Work request →
Could you print, exactly as they stand, the lines from the one holding "middle dip: (862, 916)" to the end of the data below, and nothing more?

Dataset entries
=== Section Start ===

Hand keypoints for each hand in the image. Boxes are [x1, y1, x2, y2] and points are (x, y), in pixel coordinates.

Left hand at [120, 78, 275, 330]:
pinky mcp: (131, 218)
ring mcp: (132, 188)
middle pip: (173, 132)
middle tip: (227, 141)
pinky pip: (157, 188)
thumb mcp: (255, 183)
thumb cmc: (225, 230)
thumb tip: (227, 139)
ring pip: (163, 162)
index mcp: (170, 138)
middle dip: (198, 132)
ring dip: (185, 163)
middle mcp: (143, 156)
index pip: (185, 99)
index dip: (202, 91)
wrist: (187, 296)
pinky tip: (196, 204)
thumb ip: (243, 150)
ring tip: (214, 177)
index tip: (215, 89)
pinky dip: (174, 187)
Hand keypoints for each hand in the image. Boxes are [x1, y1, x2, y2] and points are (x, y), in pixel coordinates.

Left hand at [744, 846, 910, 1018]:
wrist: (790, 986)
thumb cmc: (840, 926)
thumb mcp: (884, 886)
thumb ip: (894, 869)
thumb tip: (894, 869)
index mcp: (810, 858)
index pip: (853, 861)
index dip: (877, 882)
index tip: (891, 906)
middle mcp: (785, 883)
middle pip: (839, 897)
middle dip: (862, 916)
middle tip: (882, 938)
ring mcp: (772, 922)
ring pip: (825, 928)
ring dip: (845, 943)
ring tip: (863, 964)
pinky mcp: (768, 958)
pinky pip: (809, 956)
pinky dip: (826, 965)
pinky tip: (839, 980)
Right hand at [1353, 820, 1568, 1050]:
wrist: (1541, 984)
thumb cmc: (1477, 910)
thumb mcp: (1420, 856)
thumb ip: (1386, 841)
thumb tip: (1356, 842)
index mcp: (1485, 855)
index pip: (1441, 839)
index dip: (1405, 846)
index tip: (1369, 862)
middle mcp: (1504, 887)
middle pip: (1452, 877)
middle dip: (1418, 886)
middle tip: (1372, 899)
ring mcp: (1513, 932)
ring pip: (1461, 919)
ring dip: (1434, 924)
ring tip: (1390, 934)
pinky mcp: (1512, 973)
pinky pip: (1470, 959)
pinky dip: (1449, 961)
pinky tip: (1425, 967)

=== Section End ===

Written response →
middle dip: (862, 916)
middle tip: (882, 938)
ring mcp: (772, 922)
ring pip: (825, 928)
ring dip: (845, 943)
ring tip: (863, 964)
pinky mcp: (768, 958)
pinky pip: (809, 956)
pinky dip: (826, 965)
pinky tip: (839, 980)
Right hand at [1353, 820, 1568, 1050]:
wrist: (1541, 984)
thumb cmc: (1477, 910)
thumb mcp: (1420, 856)
thumb ip: (1386, 841)
thumb tip: (1356, 842)
index mcp: (1485, 855)
index pip: (1441, 839)
index dip: (1405, 846)
index tip: (1369, 862)
middle mcp: (1504, 887)
middle pip: (1452, 877)
middle dip: (1418, 886)
middle tip: (1372, 899)
ring mcp: (1513, 932)
ring pip: (1461, 919)
ring dip: (1434, 924)
ring tip: (1390, 934)
pinky mcp: (1512, 973)
pinky pip: (1470, 959)
pinky dip: (1449, 961)
pinky tip: (1425, 967)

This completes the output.